RESEAU DE LA NOUVELLE et des formes courtes

Ciels de traîne, de Françoise Lemaître – L’Harmattan 2021

(actualisé le ) par Brigitte Niquet

De Françoise Lemaître, on ne pouvait qu’attendre le meilleur puisque nous avons récemment (avril) publié d’elle Qui ne dit mot consent, un très bon texte dont nous vous recommandons la lecture sur notre site si vous ne l’avez déjà fait.

Ici, c’est un recueil complet, le 3e de l’auteur, et bien sûr, nous l’avons abordé avec sympathie, en espérant n’être pas déçus. Le résultat est au-delà de nos espérances. Dès L’habitude du pire, qui ouvre le recueil, le ton est donné. Mais ce n’est que le premier texte, 23 autres suivent et s’il est vrai qu’on ne peut s’empêcher d’avoir des préférences, aucun ne démérite et, à ce niveau, c’est un véritable exploit. Le seul écueil serait la monotonie et Françoise Lemaître l’évite habilement, bien que toutes les nouvelles ou presque soient d’une même noirceur.

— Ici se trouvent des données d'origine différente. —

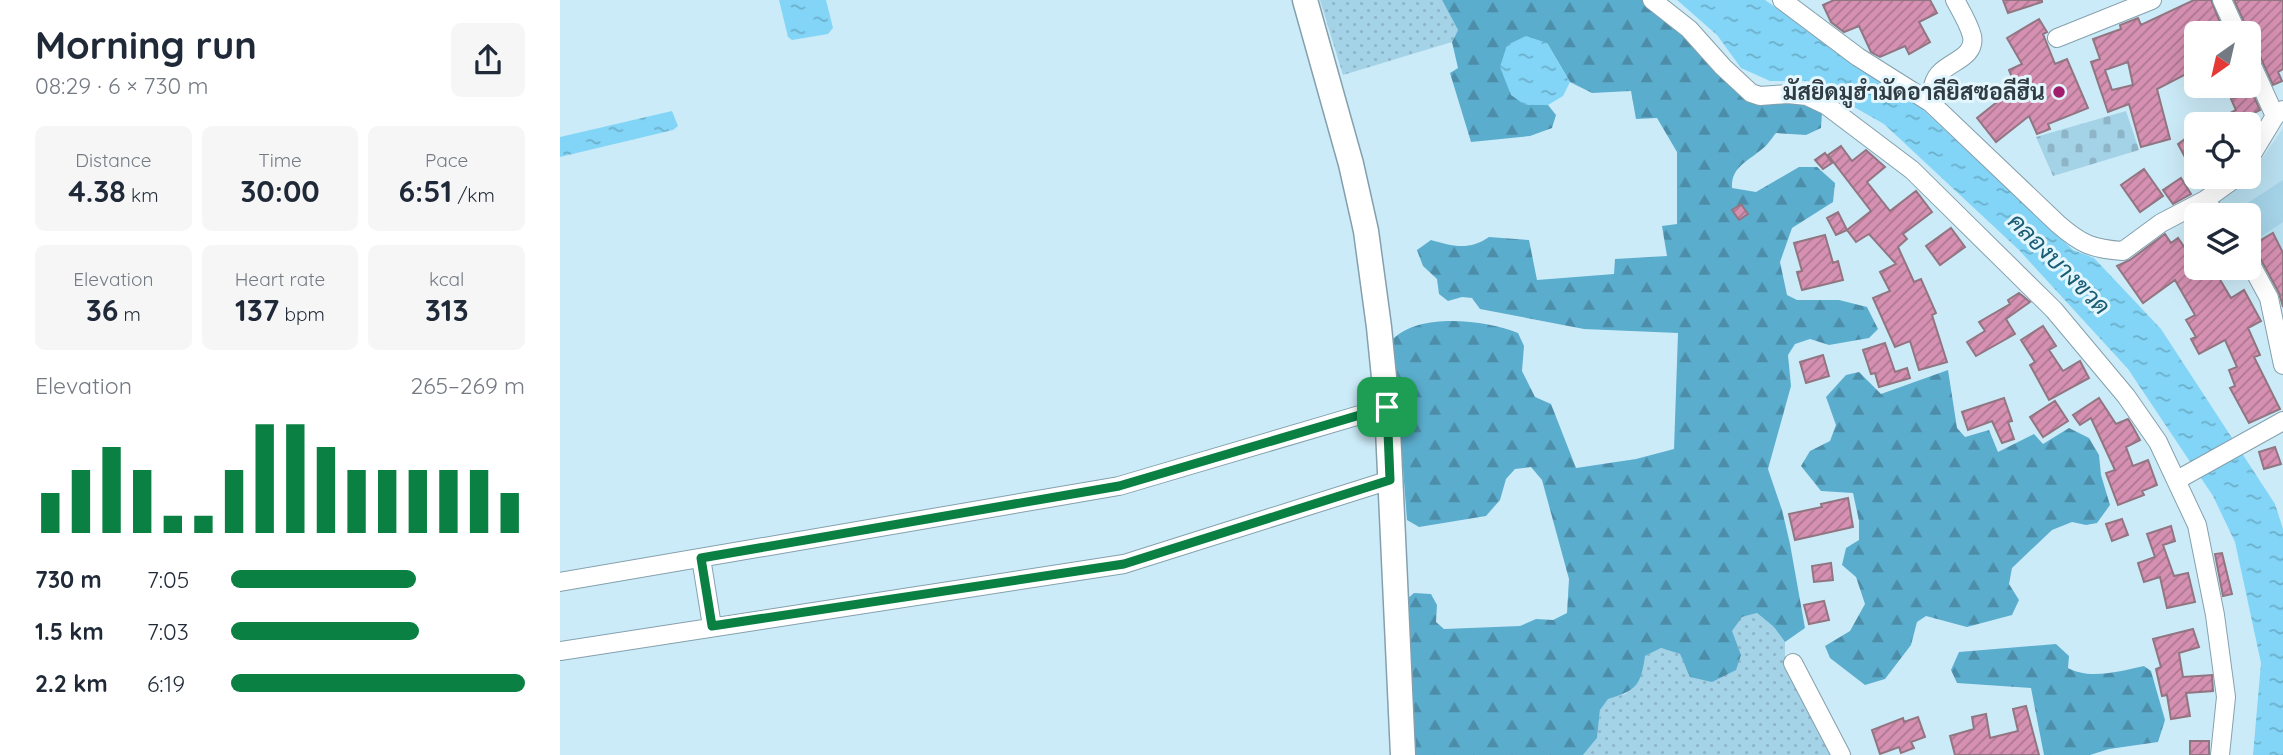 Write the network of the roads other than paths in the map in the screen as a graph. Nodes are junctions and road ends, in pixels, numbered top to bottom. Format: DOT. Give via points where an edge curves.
graph roads {
  1 [pos="1305,0"];
  2 [pos="1652,0"];
  3 [pos="1782,0"];
  4 [pos="1955,0"];
  5 [pos="2152,0"];
  6 [pos="2222,0"];
  7 [pos="2232,21"];
  8 [pos="2057,37"];
  9 [pos="2261,81"];
  10 [pos="1931,103"];
  11 [pos="2279,113"];
  12 [pos="2261,141"];
  13 [pos="2220,189"];
  14 [pos="2205,200"];
  15 [pos="2207,203"];
  16 [pos="2259,280"];
  17 [pos="2283,365"];
  18 [pos="1387,407"];
  19 [pos="2283,421"];
  20 [pos="2181,477"];
  21 [pos="1390,480"];
  22 [pos="701,558"];
  23 [pos="560,582"];
  24 [pos="712,626"];
  25 [pos="560,651"];
  26 [pos="1793,663"];
  27 [pos="1403,755"];
  28 [pos="1841,755"];
  29 [pos="2220,755"];
  1 -- 18 [label="main road" via="1366,231"];
  2 -- 20 [label="street" via="1689,29 1751,93 1807,96 1826,105 1912,170 2054,310 2126,396"];
  3 -- 10 [label="street" via="1858,57"];
  4 -- 10 [label="street" via="1973,44 1965,56 1940,72 1933,83"];
  5 -- 8 [label="street"];
  6 -- 7 [label="street"];
  9 -- 11 [label="street"];
  10 -- 14 [label="street" via="2058,224 2097,249 2123,251 2161,223"];
  11 -- 12 [label="street"];
  13 -- 14 [label="street"];
  14 -- 15 [label="street"];
  16 -- 17 [label="street" via="2269,298"];
  18 -- 21 [label="main road"];
  18 -- 22 [label="street" via="1119,486"];
  19 -- 20 [label="street"];
  20 -- 29 [label="street" via="2197,525 2215,615 2226,697"];
  21 -- 24 [label="street" via="1124,564"];
  21 -- 27 [label="main road"];
  22 -- 23 [label="street"];
  22 -- 24 [label="street"];
  24 -- 25 [label="street"];
  26 -- 28 [label="street"];
} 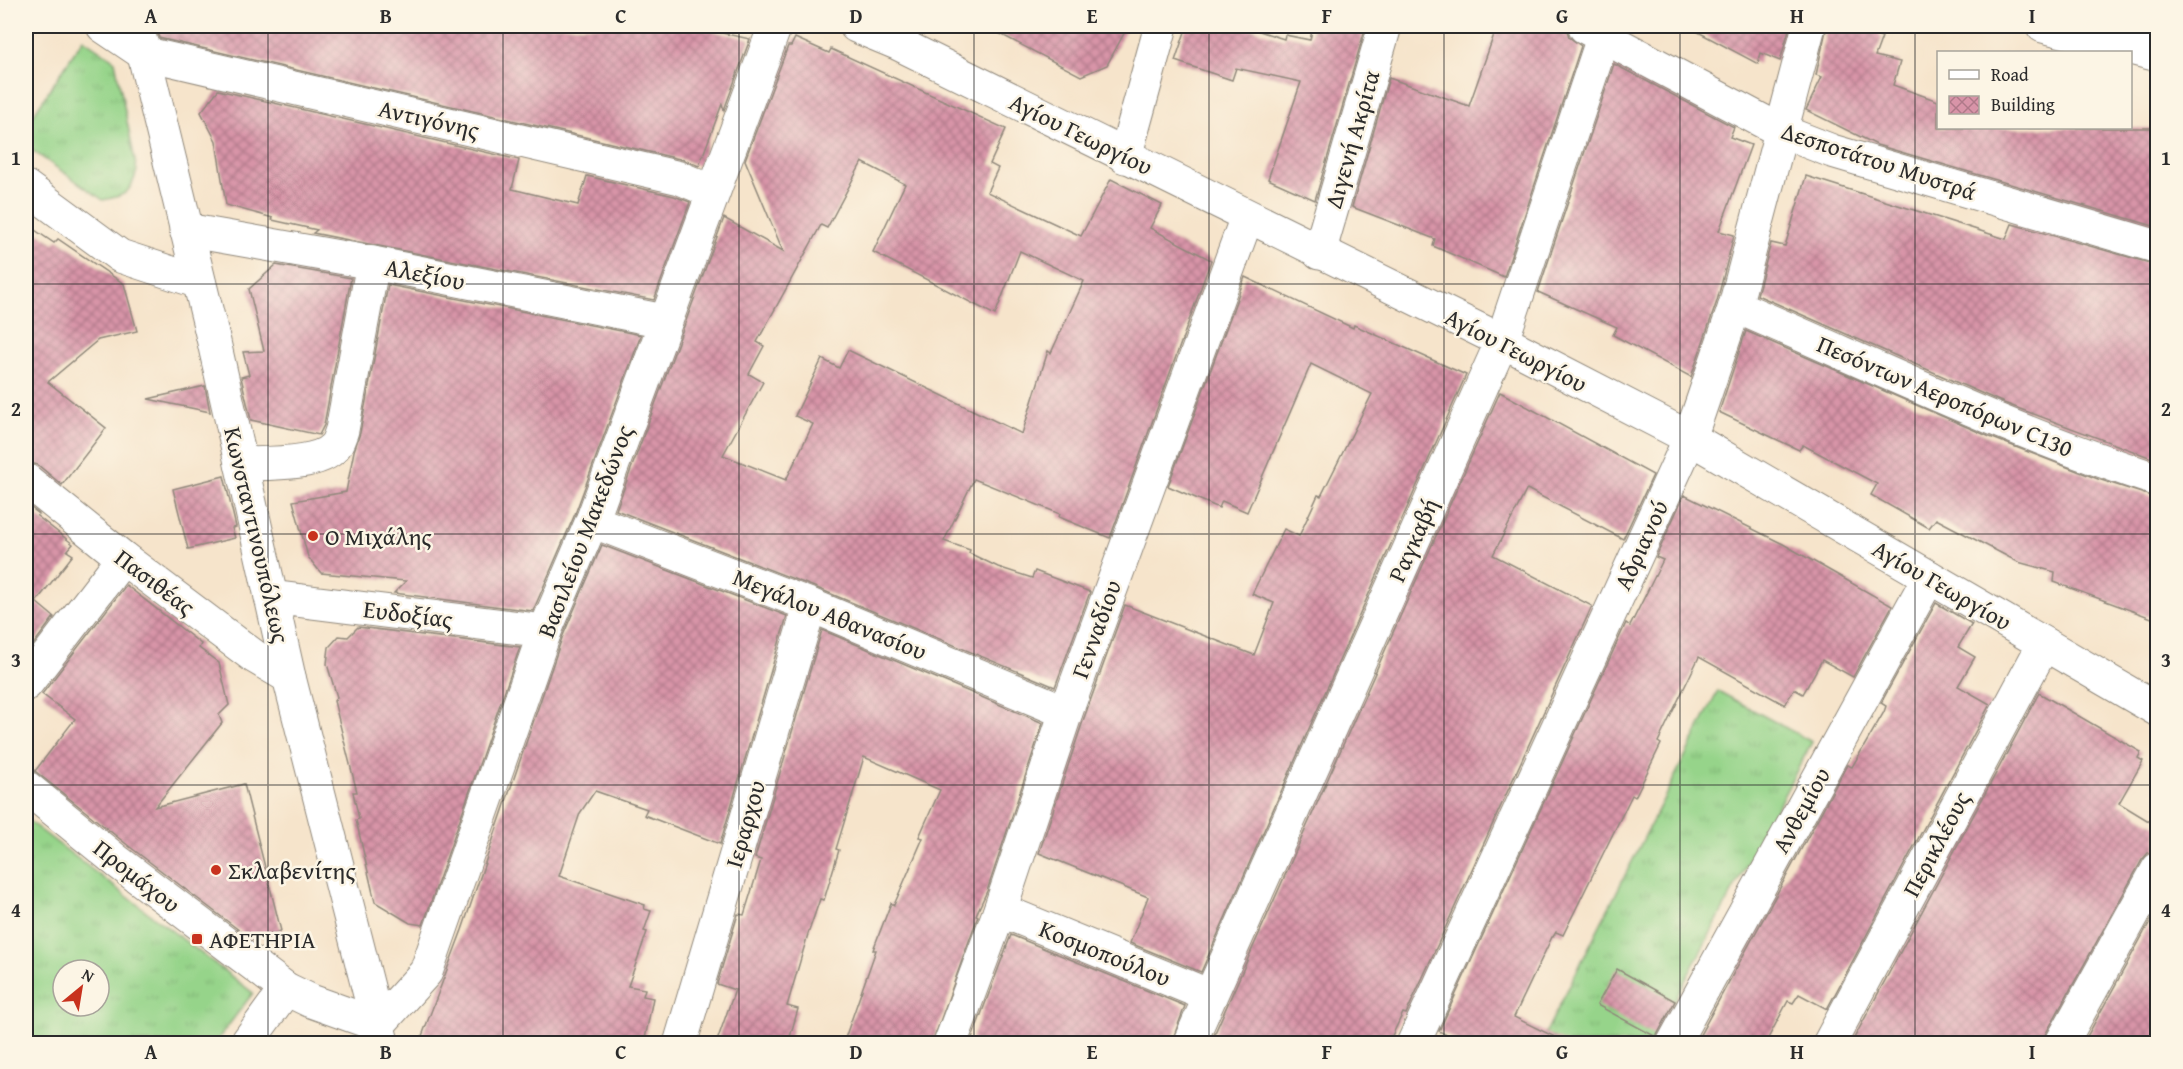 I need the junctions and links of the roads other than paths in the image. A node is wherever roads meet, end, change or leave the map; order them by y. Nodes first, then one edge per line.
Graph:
1 (103, 26) edge
2 (775, 26) edge
3 (856, 26) edge
4 (1161, 26) edge
5 (1385, 26) edge
6 (1809, 26) edge
7 (2043, 26) edge
8 (1597, 29) edge
9 (901, 34) edge
10 (140, 39) edge
11 (2157, 55) edge
12 (1783, 132) junction
13 (1125, 157) junction
14 (26, 187) edge
15 (713, 192) junction
16 (1247, 217) junction
17 (186, 230) junction
18 (2157, 247) edge
19 (1319, 253) junction
20 (373, 263) junction
21 (199, 282) junction
22 (1736, 306) junction
23 (664, 321) junction
24 (1502, 341) junction
25 (1689, 438) junction
26 (241, 464) junction
27 (26, 480) edge
28 (2157, 480) edge
29 (592, 520) junction
30 (123, 558) junction
31 (1929, 577) junction
32 (271, 597) junction
33 (810, 605) junction
34 (545, 631) junction
35 (2044, 644) junction
36 (289, 677) junction
37 (26, 684) edge
38 (2157, 710) edge
39 (1066, 712) junction
40 (26, 787) edge
41 (2157, 869) edge
42 (1000, 910) junction
43 (286, 989) junction
44 (1210, 996) junction
45 (380, 1034) edge
46 (1423, 1040) edge
47 (246, 1044) edge
48 (680, 1044) edge
49 (950, 1044) edge
50 (1189, 1044) edge
51 (1673, 1044) edge
52 (1829, 1044) edge
53 (2061, 1044) edge

1 - 10 street
2 - 15 street, Βασιλείου Μακεδώνος
3 - 9 street, Αγίου Γεωργίου
4 - 13 street
5 - 19 street, Διγενή Ακρίτα
6 - 12 street, Αδριανού
7 - 11 street
8 - 12 street, Δεσποτάτου Μυστρά
8 - 24 street, Ραγκαβή
9 - 13 street, Αγίου Γεωργίου
10 - 15 street, Αντιγόνης
10 - 17 street, Κωνσταντινουπόλεως
12 - 18 street, Δεσποτάτου Μυστρά
12 - 22 street, Αδριανού
13 - 16 street, Αγίου Γεωργίου
14 - 21 street
15 - 23 street, Βασιλείου Μακεδώνος
16 - 19 street, Αγίου Γεωργίου
16 - 39 street, Γενναδίου
17 - 20 street, Αλεξίου
17 - 21 street, Κωνσταντινουπόλεως
19 - 24 street, Αγίου Γεωργίου
20 - 23 street, Αλεξίου
20 - 26 street
21 - 26 street, Κωνσταντινουπόλεως
22 - 25 street, Αδριανού
22 - 28 street, Πεσόντων Αεροπόρων C130
23 - 29 street, Βασιλείου Μακεδώνος
24 - 25 street, Αγίου Γεωργίου
24 - 44 street, Ραγκαβή
25 - 31 street, Αγίου Γεωργίου
25 - 46 street, Αδριανού
26 - 32 street, Κωνσταντινουπόλεως
27 - 30 street, Πασιθέας
29 - 33 street, Μεγάλου Αθανασίου
29 - 34 street, Βασιλείου Μακεδώνος
30 - 36 street, Πασιθέας
30 - 37 street
31 - 35 street, Αγίου Γεωργίου
31 - 51 street, Ανθεμίου
32 - 34 street, Ευδοξίας
32 - 36 street, Κωνσταντινουπόλεως
33 - 39 street, Μεγάλου Αθανασίου
33 - 48 street, Ιεραρχου
34 - 45 street, Βασιλείου Μακεδώνος
35 - 38 street, Αγίου Γεωργίου
35 - 52 street, Περικλέους
36 - 45 street, Κωνσταντινουπόλεως
39 - 42 street, Γενναδίου
40 - 43 street, Προμάχου
41 - 53 street
42 - 44 street, Κοσμοπούλου
42 - 49 street, Γενναδίου
43 - 45 street, Προμάχου
43 - 47 street
44 - 50 street, Ραγκαβή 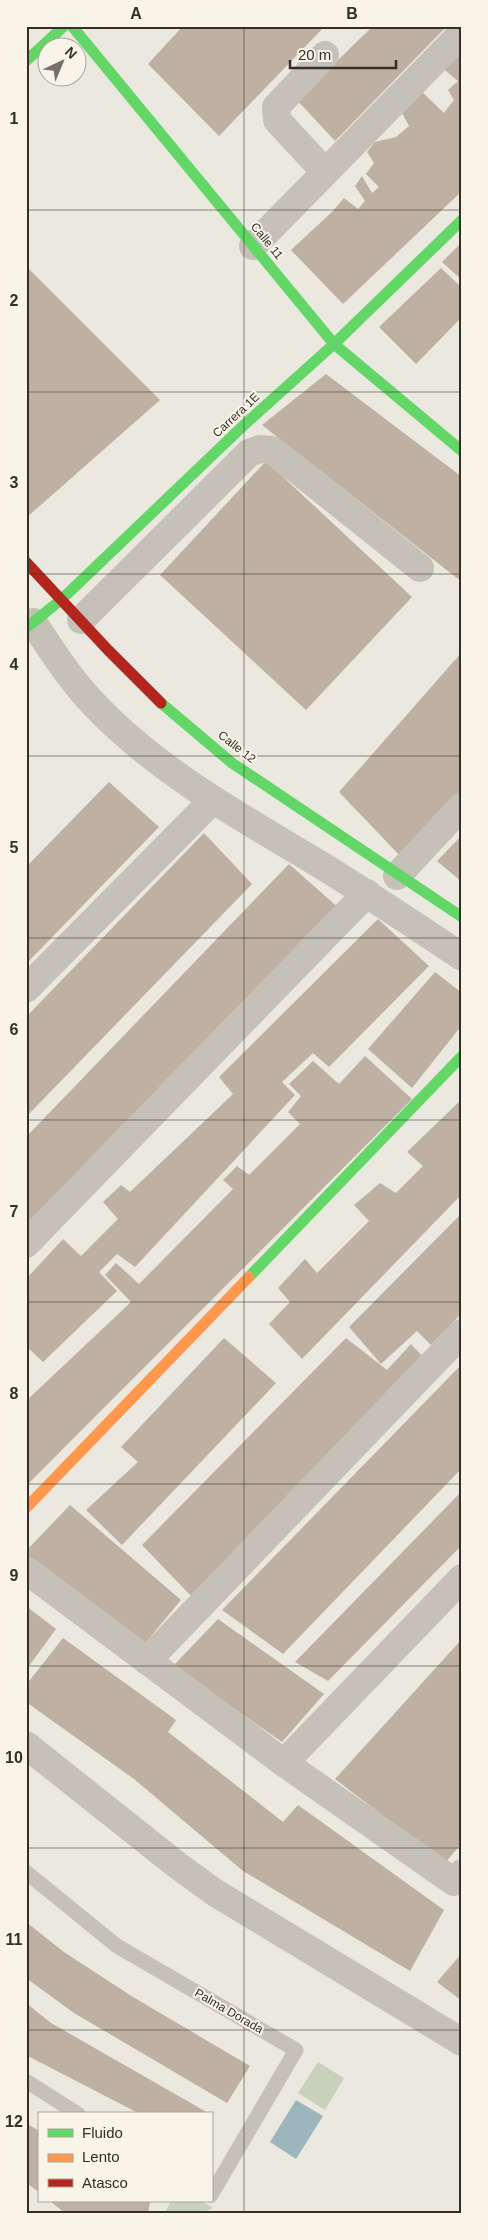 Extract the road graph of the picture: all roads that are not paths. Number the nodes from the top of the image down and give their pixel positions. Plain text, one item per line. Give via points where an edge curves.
1 (64, 26) edge
2 (72, 26) edge
3 (462, 32) edge
4 (325, 55) dead end
5 (26, 60) edge
6 (325, 172) junction
7 (462, 220) edge
8 (253, 246) junction
9 (334, 344) junction
10 (462, 451) edge
11 (26, 562) edge
12 (420, 568) dead end
13 (62, 599) junction
14 (81, 620) junction
15 (30, 625) edge
16 (213, 800) junction
17 (462, 806) edge
18 (398, 876) junction
19 (366, 893) junction
20 (462, 918) edge
21 (462, 957) edge
22 (26, 990) edge
23 (462, 1056) edge
24 (26, 1244) edge
25 (462, 1332) edge
26 (26, 1508) edge
27 (26, 1570) edge
28 (462, 1578) edge
29 (147, 1661) junction
30 (26, 1745) edge
31 (284, 1763) junction
32 (26, 1872) edge
33 (462, 1873) edge
34 (462, 2042) edge
35 (26, 2081) edge
36 (75, 2112) edge
37 (212, 2193) edge

1 - 5 main road
2 - 8 main road, Calle 11
3 - 6 street
4 - 6 street via 276,108 275,114
6 - 8 street
7 - 9 main road, Carrera 1E
8 - 9 main road, Calle 11
9 - 10 main road, Calle 11
9 - 13 main road, Carrera 1E
11 - 13 main road, Calle 12
12 - 14 street via 272,450 260,449 249,453
13 - 14 main road, Calle 12
13 - 15 main road, Carrera 1E
14 - 18 main road, Calle 12 via 152,695 232,763
15 - 16 street via 88,699 148,755
16 - 19 street
16 - 22 street
17 - 18 street
18 - 20 main road, Calle 12
19 - 21 street
19 - 24 street
23 - 26 main road
25 - 29 street
27 - 29 street
28 - 31 street
29 - 31 street
30 - 34 street via 214,1892
31 - 33 street via 454,1882
32 - 37 lane, Palma Dorada via 117,1946 296,2050
35 - 36 lane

Quand par hasard une petite lumière clignote qui laisserait espérer que…, « l’embellie est fugace et l’horizon fermé », comme le dit la 4e de couverture. Alors, « noir, c’est noir, il n’y a plus d’espoir » ? Peut-être.
Prenons L’habitude du pire, par exemple. Nous sommes chez les migrants, ou du moins en périphérie d’un de leurs camps. Trois petites filles sont mortes violées et, à vrai dire, tout le monde s’en fout. La dernière en date attend dans son casier réfrigéré que quelqu’un veuille bien s’occuper d’elle. Ce sera le médecin légiste, en dehors de ses heures de travail, au risque de rompre définitivement avec sa femme et ses propres enfants. « Je vais m’occuper des morts, dit-il, puisque je ne sais que faire pour préserver les vivants. » 
Beaucoup d’autres textes sont à l’image de celui-ci, seuls varient les narrateurs : homme, femme, ado, mais toujours un personnage partie prenante de l’histoire et qui dit « je », un « narrateur interne » pour reprendre le jargon en usage. On n’a jamais trouvé mieux pour impliquer également le lecteur.
Ajoutons quand même, pour ceux que découragerait la noirceur absolue, que certains textes sont moins plombants que d’autres et laissent filtrer un rayon de soleil, comme Fille prodigue sur lequel Françoise Lemaître a eu la bonne idée de clore son recueil. Du coup, rétrospectivement, tout s’illumine. Si l’héroïne de ce texte, qui n’est pas des plus recommandables, a droit à la rédemption, pourquoi pas les autres ?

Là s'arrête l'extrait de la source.